DATA SHOWN:
☆ ☆ ☆ ☆ ☆ ☆ ☆

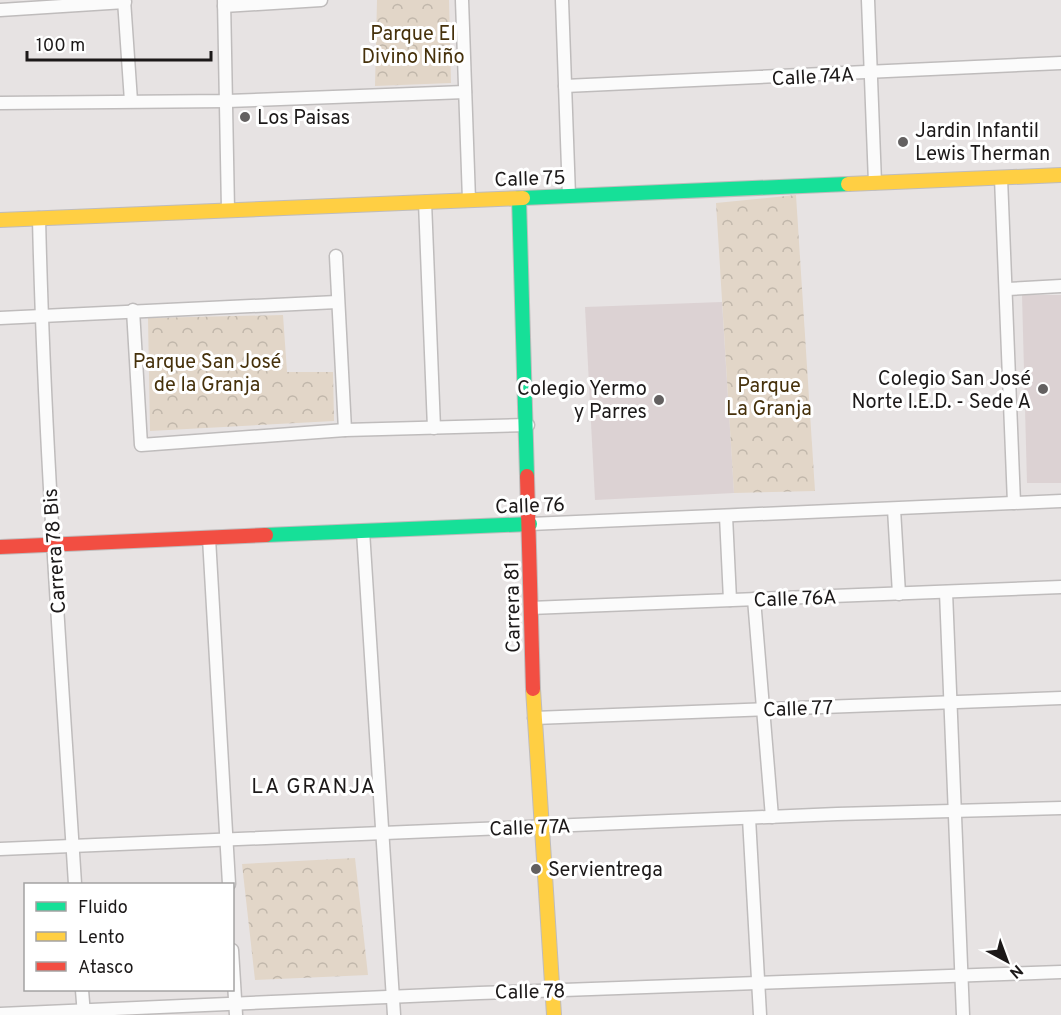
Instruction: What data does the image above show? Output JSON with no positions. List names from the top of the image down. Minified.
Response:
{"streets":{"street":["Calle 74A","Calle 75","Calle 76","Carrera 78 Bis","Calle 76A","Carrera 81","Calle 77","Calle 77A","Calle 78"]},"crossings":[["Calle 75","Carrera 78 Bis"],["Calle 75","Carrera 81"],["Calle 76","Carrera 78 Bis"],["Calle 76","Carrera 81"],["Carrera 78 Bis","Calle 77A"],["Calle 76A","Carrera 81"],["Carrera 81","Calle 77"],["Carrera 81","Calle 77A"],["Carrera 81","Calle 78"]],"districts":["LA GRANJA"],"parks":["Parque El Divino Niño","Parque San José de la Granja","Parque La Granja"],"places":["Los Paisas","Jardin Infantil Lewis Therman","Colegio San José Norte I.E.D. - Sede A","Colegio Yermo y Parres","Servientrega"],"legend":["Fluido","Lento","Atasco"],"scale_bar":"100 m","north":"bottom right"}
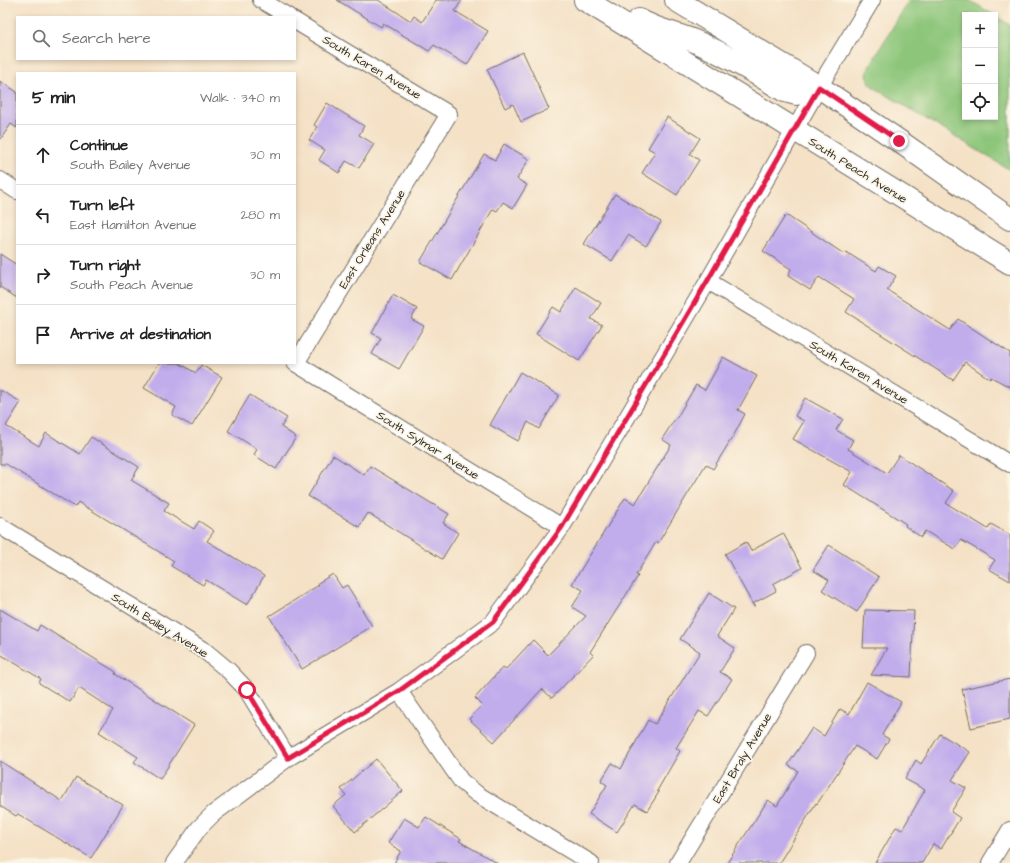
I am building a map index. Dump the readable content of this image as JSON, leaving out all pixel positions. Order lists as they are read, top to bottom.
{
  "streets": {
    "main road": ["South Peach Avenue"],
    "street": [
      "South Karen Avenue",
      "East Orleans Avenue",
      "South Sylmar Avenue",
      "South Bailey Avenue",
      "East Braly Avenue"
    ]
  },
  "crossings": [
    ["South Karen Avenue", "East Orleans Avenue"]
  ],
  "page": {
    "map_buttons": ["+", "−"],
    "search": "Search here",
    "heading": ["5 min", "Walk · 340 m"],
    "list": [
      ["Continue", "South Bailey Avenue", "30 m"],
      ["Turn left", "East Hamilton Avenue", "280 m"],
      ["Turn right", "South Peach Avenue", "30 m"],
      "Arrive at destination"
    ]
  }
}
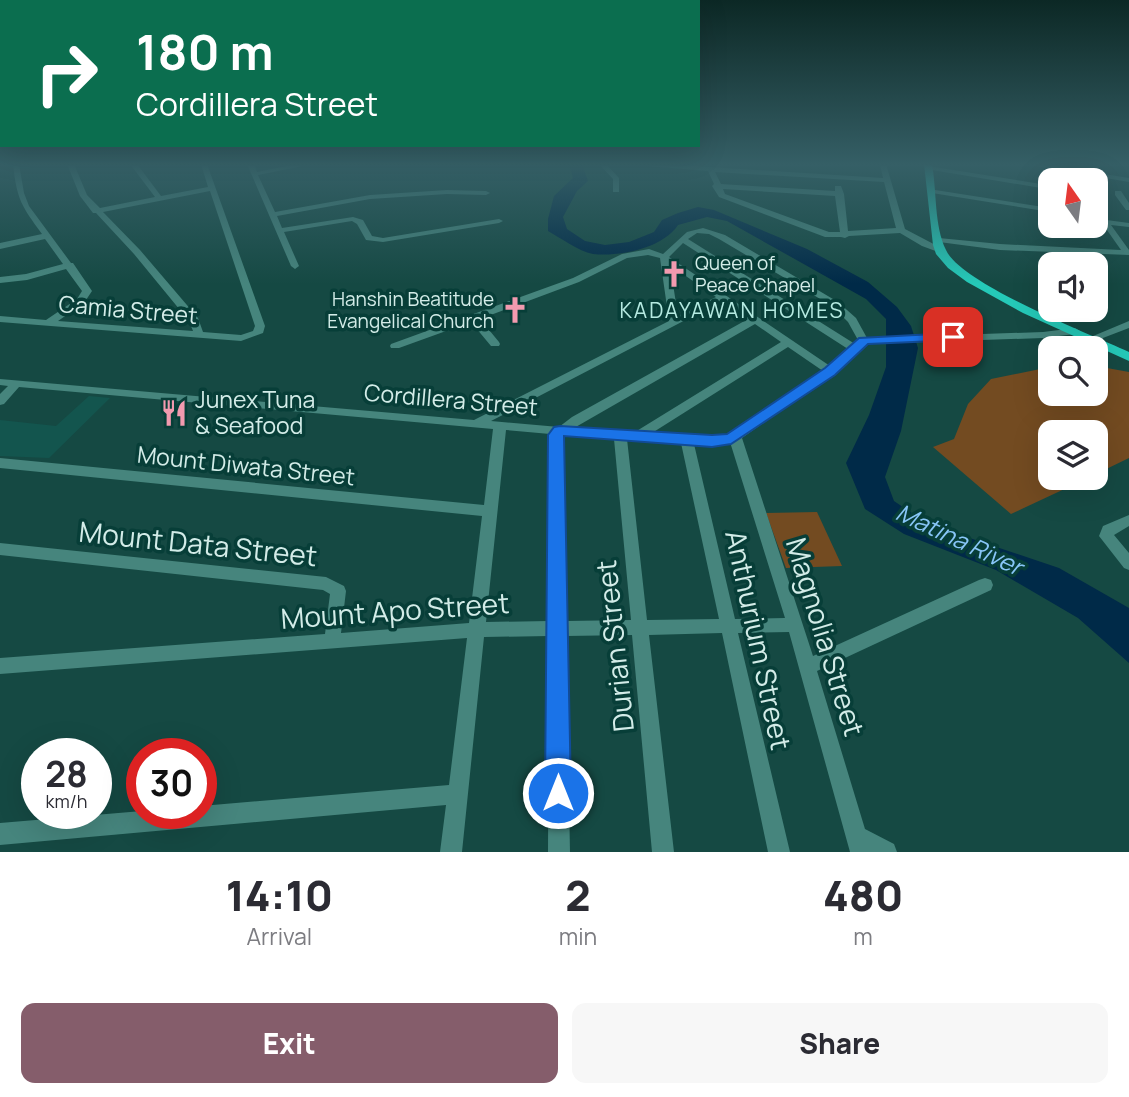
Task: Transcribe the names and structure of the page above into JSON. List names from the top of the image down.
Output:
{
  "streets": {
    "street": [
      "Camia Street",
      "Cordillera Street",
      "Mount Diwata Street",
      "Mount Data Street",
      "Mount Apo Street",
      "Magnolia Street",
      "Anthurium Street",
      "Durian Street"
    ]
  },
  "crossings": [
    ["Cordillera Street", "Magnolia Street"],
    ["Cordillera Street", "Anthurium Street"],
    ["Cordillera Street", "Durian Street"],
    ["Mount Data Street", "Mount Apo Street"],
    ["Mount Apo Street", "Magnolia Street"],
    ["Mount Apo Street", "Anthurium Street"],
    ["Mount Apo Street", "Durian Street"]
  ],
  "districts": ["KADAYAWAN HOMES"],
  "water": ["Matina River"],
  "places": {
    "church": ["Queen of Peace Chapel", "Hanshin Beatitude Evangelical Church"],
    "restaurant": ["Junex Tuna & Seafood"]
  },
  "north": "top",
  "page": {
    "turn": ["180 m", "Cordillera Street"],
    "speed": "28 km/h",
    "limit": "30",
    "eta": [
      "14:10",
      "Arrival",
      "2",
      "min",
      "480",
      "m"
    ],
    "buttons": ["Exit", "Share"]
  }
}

☆ ☆ ☆ ☆ ☆ ☆ ☆

TASK PROMPT: Return every line in the listing that contains the word "South".

WRITTEN REPLY:
    "main road": ["South Peach Avenue"],
      "South Karen Avenue",
      "South Sylmar Avenue",
      "South Bailey Avenue",
    ["South Karen Avenue", "East Orleans Avenue"]
      ["Continue", "South Bailey Avenue", "30 m"],
      ["Turn right", "South Peach Avenue", "30 m"],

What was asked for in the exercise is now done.